British scholar (1882–1940)

Herbert Martin James Loewe (1882–1940) was a noted scholar of Semitic languages and Jewish culture. His grandfather, Louis Loewe (1809–1880), had been Sir Moses Montefiore's secretary and the first Principal of the Judith Lady Montefiore College at Ramsgate.

==Biography==
Loewe was a graduate of Queens' College, Cambridge. He was Chief English Master at the Schools of the Alliance at Cairo and Abyassiyyeh, Egypt, and the author of Kitab el Ansab of Samani. Loewe was a lecturer in Semitic languages at Exeter College, Oxford, from 1913 until 1931 when he accepted an academic position at Cambridge. Just before he left Oxford, he was responsible for the installation of three tablets in honour of Oxford Jewish heritage. The tablets celebrate the Centenary of the birth of Neubauer, who was a noted Jewish librarian in the Bodleian. Loewe was Curator of Oriental Literature, University Library, Cambridge, and Reader in Rabbinics, Cambridge, from 1931 to his death.
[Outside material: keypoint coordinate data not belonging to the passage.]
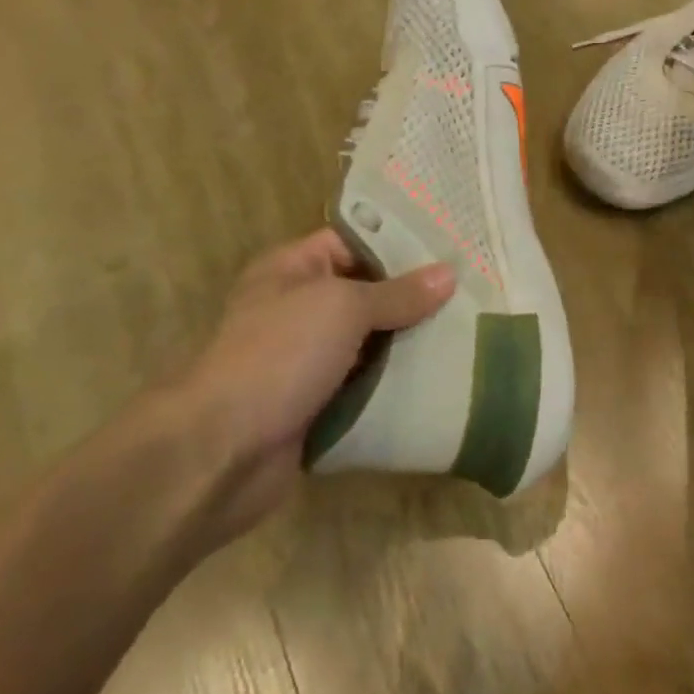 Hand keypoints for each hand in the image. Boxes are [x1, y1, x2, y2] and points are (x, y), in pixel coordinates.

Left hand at [171, 230, 454, 544]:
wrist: (220, 452)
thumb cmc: (278, 355)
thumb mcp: (343, 307)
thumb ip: (398, 293)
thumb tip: (449, 274)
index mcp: (293, 269)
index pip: (355, 242)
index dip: (400, 243)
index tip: (451, 247)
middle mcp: (300, 308)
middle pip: (368, 294)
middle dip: (415, 297)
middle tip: (473, 291)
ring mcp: (308, 360)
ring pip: (372, 343)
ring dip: (411, 344)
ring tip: (470, 331)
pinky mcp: (318, 405)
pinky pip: (367, 385)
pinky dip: (397, 384)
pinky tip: (444, 376) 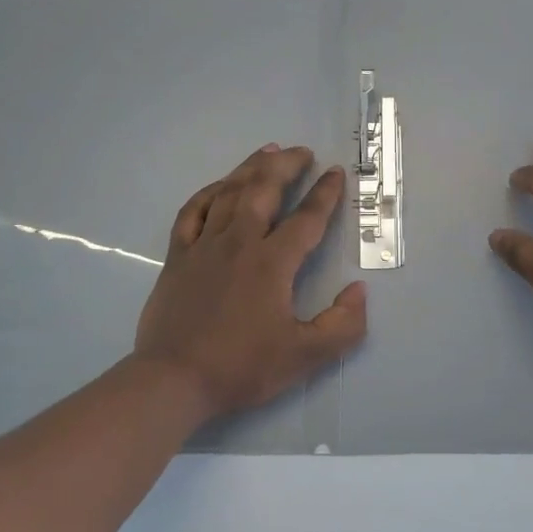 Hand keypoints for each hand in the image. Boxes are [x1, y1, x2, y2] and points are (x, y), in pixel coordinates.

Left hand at [135, 143, 367, 421]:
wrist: (173, 380)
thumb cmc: (241, 367)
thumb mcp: (305, 357)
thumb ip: (342, 325)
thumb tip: (359, 290)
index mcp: (272, 263)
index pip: (306, 218)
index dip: (325, 193)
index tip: (335, 172)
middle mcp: (239, 242)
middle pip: (264, 190)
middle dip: (286, 166)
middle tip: (302, 152)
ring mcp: (204, 246)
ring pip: (229, 193)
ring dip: (251, 168)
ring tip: (267, 150)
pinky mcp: (177, 256)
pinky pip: (193, 211)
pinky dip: (209, 192)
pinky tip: (220, 186)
From 1939 to 1940 Loewe was president of the Society for Old Testament Study.

Loewe's first son, Raphael Loewe (1919-2011) was a scholar of Hebrew and a professor at University College London, while his second son Michael Loewe was a noted scholar of Chinese who taught at Cambridge University.

==Loewe Collection==
The Oxford Centre for Hebrew and Jewish Studies has in its library a collection of approximately 5,000 items collected by Herbert Loewe and his elder son Raphael Loewe (b. 1919, d. 27 May 2011), professor of Hebrew at University College London. The collection contains correspondence, offprints, unpublished typescripts of translations of Hebrew poetry, and a wide variety of printed matter related to Jewish studies in late antiquity and medieval times, as well as modern Anglo-Jewish history. There are a few items connected with Louis Loewe.